Development pipeline and key milestones

• Graves’ Disease (GD)
  • NCT06727604 (Dec 2024): randomized, placebo-controlled, 52-week trial in adults remaining hyperthyroid on an antithyroid drug (ATD). 240 planned participants; three-arm design. Primary endpoint: proportion euthyroid and off ATD at week 26. Top-line results expected in 2027.
  • NCT07018323 (Jun 2025): randomized, placebo-controlled, 26-week trial; ~210 participants across three arms (600 mg weekly, 300 mg weekly, placebo). Primary endpoint: proportion euthyroid and off ATD at week 26. Top-line results expected in 2027.
• Rheumatoid Arthritis (D2T RA)
  • NCT06754462 (Dec 2024): fully enrolled. Open-label induction followed by randomized blinded period. Period 1 enrolled 170 participants; Period 2 randomizes to IMVT-1402 600 mg, 300 mg, or placebo. Baseline population is heavily pretreated and seropositive. Updates expected in 2026.
• Myasthenia Gravis (MG)
  • NCT07039916 (Mar 2025): Phase 3, randomized, placebo-controlled, 26 weeks with a 52-week extension. ~230 participants across three arms (600 mg weekly, 300 mg weekly, placebo). Primary endpoint: change in MG-ADL at week 12. Top-line results expected in 2027.
• CIDP
  • NCT07032662 (Mar 2025): Phase 3, randomized, placebo-controlled, 24 weeks with a 52-week open-label extension. ~162 participants (2:1) to IMVT-1402 600 mg weekly vs placebo. Primary endpoint: relapse-free status at week 24. Top-line results expected in 2028.
• Sjögren’s Disease (SjD)
  • NCT06979531 (Jun 2025): randomized, double-blind, placebo-controlled, parallel-group; ~180 participants (1:1:1) to 600 mg, 300 mg, or placebo weekly SC for two 24-week periods. Primary endpoint: ClinESSDAI at week 24. Top-line results expected in 2028.
• Cutaneous Lupus Erythematosus (CLE)
  • NCT06980805 (Feb 2025): Phase 2b randomized, double-blind, placebo-controlled. Period 1: 12 weeks (600 mg weekly vs placebo); Period 2: all receive IMVT-1402 for 14 weeks; Period 3: rerandomization to 300 mg or 600 mg for 26 weeks. Primary endpoint: percent change in CLASI-A at week 12. Top-line results expected in the second half of 2026.
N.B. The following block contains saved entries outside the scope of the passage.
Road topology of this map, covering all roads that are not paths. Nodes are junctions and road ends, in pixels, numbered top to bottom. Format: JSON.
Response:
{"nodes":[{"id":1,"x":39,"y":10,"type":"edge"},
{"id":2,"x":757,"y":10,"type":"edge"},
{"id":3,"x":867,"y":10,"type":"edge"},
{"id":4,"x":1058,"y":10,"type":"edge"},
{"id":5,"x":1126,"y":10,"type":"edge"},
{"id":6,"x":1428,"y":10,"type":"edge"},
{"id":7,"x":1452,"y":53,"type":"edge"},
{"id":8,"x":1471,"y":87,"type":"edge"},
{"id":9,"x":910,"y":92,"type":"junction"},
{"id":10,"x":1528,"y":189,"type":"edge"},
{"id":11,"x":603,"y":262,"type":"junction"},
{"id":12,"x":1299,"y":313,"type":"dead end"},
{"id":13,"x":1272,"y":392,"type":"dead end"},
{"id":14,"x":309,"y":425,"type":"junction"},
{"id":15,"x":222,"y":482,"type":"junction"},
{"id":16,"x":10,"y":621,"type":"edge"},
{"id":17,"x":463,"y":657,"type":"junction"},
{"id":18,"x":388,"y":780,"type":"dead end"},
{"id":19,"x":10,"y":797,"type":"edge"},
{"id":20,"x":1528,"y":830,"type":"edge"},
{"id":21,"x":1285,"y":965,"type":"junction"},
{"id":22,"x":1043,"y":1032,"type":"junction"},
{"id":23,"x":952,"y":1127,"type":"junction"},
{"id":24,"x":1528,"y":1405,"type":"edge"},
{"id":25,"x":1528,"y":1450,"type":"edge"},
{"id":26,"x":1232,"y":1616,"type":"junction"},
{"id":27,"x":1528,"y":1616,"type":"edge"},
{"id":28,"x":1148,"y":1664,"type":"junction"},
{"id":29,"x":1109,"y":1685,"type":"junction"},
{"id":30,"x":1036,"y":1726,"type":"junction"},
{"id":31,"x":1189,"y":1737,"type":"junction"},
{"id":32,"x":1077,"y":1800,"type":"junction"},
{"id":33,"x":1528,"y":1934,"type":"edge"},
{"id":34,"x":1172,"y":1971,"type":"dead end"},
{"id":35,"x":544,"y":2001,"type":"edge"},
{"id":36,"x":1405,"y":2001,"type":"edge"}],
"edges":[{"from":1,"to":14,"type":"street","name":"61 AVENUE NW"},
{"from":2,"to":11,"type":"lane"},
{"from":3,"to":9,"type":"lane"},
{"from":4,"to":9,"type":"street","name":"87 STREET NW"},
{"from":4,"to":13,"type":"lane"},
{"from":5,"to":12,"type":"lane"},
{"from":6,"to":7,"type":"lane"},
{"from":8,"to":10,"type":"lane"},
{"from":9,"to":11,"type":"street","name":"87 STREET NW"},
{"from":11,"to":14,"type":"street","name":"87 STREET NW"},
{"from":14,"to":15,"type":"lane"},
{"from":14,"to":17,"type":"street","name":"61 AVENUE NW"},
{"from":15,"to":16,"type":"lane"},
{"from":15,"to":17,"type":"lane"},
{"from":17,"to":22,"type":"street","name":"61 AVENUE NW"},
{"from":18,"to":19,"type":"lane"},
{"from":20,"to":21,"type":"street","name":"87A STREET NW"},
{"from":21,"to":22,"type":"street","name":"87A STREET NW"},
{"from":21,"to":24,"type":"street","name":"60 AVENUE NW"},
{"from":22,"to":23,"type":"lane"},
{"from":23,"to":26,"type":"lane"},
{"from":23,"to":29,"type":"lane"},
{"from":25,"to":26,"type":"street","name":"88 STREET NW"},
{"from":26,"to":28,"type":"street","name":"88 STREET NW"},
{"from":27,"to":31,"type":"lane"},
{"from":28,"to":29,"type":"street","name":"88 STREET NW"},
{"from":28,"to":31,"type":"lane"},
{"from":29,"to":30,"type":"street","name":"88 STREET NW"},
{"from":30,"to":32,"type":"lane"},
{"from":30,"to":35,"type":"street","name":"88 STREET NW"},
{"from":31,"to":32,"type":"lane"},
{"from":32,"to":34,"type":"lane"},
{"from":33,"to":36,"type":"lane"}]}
Across indications, the program targets strong IgG reductions and uses a self-administered autoinjector to support convenient dosing.

Manufacturing and operations

Immunovant does not own manufacturing facilities and relies on third parties for clinical and potential commercial supply. Biologics manufacturing is complex and could present production or quality-control challenges that affect regulatory approval or commercialization.

Market context and unmet need

FcRn inhibition is being pursued to treat IgG-mediated autoimmune diseases with substantial unmet medical need, including GD, D2T RA, MG, CIDP, SjD, and CLE. The company positions IMVT-1402 to deliver deep IgG reductions that may translate into clinical benefit, informed by data from batoclimab and the broader FcRn inhibitor class.

Financial position and obligations

The company has stated it has a limited operating history and has never generated product revenue. Immunovant will require additional capital to fund operations and may incur losses for the foreseeable future. Milestone payments to HanAll and royalty obligations are material financial considerations for future commercialization.

Current status

• Batoclimab development discontinued.
• IMVT-1402 is advancing through multiple potentially registrational and proof-of-concept trials across six autoimmune indications, with key topline readouts expected between 2026 and 2028 depending on the program and trial timelines.